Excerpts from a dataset
BEGIN
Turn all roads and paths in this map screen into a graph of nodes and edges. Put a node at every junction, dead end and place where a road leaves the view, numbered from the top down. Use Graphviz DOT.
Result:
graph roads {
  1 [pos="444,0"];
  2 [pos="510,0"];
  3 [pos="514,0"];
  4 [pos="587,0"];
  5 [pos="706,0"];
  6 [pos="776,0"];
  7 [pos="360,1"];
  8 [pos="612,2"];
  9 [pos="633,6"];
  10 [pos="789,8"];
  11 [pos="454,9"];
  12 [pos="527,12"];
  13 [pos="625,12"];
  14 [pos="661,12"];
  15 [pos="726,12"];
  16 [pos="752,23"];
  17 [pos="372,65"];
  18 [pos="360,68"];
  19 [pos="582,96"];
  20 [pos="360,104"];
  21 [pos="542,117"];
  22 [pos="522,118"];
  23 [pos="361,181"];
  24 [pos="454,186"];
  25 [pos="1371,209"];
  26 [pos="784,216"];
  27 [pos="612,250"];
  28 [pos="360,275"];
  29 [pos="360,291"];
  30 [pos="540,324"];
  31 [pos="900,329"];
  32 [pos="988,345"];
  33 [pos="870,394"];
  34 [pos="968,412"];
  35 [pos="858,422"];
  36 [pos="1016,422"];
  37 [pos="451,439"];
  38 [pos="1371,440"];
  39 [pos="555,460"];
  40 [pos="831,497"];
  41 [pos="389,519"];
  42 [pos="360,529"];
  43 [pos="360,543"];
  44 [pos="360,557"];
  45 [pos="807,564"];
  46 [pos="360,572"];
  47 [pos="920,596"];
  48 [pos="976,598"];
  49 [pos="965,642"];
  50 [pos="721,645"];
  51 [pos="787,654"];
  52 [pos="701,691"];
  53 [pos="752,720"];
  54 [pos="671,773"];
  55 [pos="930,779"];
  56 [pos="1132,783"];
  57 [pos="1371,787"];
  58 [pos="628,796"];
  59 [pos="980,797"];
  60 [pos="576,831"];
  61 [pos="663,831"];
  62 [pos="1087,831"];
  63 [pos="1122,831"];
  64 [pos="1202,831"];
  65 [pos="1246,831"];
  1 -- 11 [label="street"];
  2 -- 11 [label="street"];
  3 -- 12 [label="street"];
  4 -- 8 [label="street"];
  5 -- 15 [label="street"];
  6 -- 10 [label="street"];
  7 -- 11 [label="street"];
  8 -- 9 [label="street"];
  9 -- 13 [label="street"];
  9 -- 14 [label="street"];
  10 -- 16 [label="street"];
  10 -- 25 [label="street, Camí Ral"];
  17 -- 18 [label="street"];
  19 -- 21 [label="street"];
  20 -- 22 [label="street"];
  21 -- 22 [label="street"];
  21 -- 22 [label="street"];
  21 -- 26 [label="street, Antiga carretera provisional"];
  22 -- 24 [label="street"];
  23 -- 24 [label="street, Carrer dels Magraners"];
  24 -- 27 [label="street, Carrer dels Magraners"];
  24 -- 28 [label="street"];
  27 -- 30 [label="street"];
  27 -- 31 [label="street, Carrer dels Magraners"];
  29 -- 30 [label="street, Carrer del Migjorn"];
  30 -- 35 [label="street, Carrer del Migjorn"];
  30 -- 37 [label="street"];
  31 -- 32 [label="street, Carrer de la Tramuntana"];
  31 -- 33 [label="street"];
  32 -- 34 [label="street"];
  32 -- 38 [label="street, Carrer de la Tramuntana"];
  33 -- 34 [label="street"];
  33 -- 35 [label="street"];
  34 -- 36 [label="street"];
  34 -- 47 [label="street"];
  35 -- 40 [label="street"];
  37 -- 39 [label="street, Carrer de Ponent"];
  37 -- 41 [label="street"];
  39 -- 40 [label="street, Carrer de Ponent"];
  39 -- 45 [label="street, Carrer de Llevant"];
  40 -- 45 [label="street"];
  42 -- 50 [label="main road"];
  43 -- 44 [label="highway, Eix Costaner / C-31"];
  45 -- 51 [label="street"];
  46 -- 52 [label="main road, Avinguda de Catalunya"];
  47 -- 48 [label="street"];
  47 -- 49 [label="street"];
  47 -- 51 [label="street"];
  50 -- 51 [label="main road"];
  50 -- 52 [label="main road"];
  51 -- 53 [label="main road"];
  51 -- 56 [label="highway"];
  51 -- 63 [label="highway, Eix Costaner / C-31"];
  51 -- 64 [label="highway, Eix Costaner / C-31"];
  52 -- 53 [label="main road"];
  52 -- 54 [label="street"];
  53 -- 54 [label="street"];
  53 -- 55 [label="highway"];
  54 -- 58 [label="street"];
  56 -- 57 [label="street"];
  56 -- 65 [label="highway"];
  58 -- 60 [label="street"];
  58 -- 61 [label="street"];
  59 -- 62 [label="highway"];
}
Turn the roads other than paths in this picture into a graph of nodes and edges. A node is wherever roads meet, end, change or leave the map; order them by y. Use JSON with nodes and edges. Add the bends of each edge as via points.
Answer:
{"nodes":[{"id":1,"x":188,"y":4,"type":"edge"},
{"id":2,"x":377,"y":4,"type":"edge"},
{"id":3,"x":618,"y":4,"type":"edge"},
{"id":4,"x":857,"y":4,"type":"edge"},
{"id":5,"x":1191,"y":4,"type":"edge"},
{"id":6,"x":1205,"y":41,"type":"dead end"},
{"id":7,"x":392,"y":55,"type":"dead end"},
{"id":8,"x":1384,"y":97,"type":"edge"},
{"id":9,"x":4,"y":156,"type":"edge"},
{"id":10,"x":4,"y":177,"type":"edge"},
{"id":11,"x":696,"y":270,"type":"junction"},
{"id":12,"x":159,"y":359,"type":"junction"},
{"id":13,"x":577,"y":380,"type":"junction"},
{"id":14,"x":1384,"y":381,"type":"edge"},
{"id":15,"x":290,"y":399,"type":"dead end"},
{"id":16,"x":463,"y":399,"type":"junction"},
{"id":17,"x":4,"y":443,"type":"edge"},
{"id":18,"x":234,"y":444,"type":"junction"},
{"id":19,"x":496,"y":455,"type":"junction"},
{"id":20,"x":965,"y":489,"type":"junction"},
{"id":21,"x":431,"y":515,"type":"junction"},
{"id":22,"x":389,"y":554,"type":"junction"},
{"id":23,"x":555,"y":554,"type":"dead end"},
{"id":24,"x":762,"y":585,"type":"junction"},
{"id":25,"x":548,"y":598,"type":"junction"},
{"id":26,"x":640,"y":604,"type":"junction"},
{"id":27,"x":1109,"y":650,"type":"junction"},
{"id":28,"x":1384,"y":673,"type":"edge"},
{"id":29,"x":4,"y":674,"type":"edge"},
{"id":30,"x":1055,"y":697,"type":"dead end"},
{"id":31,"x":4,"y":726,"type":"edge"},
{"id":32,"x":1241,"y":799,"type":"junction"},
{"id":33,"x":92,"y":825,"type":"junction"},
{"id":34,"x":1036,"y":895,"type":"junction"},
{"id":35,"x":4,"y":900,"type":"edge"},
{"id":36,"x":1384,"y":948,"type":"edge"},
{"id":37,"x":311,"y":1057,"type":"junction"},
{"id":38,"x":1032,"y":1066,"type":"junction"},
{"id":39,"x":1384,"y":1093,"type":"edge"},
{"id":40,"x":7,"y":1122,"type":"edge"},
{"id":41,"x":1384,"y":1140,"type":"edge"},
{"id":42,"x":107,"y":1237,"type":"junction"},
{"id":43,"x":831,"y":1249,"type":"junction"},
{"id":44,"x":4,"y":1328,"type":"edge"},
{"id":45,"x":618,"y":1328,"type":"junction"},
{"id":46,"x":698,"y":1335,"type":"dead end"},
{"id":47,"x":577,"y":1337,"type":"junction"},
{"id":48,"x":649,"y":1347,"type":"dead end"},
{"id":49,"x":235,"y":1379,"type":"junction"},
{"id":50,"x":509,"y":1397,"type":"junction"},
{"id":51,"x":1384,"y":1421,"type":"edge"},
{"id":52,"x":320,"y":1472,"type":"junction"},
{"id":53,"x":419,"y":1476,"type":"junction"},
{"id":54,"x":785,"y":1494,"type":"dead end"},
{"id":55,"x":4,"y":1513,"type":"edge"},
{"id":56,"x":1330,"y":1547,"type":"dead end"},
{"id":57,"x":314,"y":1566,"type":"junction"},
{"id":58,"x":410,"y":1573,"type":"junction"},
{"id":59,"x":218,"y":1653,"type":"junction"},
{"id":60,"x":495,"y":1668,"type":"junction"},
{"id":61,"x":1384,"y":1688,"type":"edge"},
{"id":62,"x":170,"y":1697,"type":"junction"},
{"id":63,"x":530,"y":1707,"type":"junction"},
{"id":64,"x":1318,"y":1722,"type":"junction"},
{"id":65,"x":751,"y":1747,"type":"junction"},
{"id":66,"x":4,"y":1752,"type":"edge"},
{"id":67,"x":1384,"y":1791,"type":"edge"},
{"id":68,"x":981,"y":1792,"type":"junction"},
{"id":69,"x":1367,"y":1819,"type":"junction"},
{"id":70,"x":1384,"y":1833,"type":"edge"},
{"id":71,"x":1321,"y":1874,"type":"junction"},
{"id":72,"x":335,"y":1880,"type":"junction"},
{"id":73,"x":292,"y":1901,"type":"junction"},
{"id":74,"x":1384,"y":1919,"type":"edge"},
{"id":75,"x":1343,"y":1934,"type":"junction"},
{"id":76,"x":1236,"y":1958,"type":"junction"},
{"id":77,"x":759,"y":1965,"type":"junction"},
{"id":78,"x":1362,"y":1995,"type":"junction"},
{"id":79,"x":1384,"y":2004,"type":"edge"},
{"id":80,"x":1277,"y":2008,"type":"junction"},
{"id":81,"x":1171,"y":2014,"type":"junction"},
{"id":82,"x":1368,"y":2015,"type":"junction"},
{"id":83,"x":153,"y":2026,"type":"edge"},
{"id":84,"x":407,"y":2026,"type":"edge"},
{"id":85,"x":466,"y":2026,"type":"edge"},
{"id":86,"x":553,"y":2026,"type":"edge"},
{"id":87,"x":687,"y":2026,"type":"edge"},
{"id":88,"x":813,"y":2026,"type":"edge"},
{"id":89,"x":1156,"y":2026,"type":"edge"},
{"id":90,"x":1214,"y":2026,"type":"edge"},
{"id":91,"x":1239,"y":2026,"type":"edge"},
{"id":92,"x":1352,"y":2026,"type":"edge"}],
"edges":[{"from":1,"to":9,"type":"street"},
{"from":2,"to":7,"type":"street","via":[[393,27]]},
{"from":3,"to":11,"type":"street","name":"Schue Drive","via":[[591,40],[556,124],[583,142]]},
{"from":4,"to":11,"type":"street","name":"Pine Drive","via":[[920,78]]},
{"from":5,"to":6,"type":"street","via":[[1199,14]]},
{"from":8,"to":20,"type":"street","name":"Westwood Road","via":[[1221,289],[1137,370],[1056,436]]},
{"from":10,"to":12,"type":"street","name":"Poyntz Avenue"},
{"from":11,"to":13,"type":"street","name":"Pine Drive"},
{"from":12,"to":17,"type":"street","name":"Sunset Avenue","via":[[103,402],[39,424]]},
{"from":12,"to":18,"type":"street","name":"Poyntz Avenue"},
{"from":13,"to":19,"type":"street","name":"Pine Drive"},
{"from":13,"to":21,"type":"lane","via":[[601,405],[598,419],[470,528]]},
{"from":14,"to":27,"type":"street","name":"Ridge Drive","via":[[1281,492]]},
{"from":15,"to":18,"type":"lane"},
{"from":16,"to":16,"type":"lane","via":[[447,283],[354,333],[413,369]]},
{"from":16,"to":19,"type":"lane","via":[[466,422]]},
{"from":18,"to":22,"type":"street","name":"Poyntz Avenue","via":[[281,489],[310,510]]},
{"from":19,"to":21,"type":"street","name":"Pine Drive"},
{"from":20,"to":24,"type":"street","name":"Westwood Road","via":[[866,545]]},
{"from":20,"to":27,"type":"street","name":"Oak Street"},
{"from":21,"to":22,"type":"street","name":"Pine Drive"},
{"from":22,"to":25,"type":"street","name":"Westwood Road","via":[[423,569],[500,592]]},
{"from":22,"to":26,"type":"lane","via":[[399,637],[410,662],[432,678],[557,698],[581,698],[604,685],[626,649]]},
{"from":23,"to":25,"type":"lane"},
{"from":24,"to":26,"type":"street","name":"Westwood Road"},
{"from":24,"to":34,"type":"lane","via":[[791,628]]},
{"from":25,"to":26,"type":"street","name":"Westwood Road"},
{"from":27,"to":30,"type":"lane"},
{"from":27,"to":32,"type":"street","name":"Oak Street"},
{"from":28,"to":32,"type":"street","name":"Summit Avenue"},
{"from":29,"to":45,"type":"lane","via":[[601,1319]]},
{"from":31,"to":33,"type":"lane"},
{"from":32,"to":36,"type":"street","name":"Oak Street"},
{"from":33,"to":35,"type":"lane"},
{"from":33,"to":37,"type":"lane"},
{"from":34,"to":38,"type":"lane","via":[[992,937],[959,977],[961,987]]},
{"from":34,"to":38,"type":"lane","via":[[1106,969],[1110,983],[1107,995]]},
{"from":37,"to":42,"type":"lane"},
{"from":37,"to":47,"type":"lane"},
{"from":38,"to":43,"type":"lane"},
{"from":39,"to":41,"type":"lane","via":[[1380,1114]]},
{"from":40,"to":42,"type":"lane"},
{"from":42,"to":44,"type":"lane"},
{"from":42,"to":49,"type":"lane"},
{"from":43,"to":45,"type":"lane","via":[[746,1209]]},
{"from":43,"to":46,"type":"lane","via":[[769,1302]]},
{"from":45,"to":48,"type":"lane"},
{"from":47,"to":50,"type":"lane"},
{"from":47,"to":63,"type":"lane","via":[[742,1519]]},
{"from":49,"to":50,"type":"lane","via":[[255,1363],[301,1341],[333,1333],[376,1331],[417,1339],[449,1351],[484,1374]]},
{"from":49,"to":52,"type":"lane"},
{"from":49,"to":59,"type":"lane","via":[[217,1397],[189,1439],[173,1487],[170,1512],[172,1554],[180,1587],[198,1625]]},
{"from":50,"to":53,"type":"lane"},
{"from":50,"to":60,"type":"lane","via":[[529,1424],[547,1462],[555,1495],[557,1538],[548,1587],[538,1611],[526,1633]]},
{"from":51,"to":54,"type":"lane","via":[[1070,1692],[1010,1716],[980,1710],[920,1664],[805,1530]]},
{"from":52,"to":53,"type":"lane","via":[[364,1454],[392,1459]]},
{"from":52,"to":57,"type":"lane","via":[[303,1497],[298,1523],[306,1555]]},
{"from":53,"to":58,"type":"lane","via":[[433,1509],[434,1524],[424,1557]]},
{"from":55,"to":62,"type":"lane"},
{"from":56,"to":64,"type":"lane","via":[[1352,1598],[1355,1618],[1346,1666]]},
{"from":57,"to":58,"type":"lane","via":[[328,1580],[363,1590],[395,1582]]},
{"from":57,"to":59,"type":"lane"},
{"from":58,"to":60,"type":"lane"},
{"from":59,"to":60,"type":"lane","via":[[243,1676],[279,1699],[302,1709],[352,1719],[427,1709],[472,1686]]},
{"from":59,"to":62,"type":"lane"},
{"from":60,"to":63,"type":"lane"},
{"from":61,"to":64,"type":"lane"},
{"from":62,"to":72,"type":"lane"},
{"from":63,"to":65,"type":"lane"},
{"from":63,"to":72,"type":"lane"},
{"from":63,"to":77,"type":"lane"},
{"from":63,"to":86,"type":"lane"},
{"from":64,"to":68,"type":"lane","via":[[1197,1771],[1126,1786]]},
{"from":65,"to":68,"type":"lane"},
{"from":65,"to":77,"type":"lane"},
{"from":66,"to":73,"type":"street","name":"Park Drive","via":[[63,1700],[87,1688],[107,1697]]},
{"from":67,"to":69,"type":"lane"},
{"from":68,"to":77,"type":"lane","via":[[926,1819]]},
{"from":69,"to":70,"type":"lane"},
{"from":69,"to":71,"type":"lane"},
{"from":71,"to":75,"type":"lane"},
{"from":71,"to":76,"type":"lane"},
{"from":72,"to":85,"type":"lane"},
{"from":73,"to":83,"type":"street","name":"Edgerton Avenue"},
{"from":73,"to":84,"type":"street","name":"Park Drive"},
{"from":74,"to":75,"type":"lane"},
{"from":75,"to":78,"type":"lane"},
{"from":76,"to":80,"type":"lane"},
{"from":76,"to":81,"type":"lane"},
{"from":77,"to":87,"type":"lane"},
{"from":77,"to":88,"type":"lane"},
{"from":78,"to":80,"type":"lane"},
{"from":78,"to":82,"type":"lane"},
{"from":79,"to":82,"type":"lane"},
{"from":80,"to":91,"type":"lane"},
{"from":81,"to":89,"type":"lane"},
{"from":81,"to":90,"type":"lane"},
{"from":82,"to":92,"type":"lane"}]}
END
What you will do:
Search the data for the string "edges" and copy out every line where it is found.

Solution to this exercise:
Turn all roads and paths in this map screen into a graph of nodes and edges. Put a node at every junction, dead end and place where a road leaves the view, numbered from the top down. Use Graphviz DOT.
Turn the roads other than paths in this picture into a graph of nodes and edges. A node is wherever roads meet, end, change or leave the map; order them by y. Use JSON with nodes and edges. Add the bends of each edge as via points.
"edges":[{"from":1,"to":9,"type":"street"},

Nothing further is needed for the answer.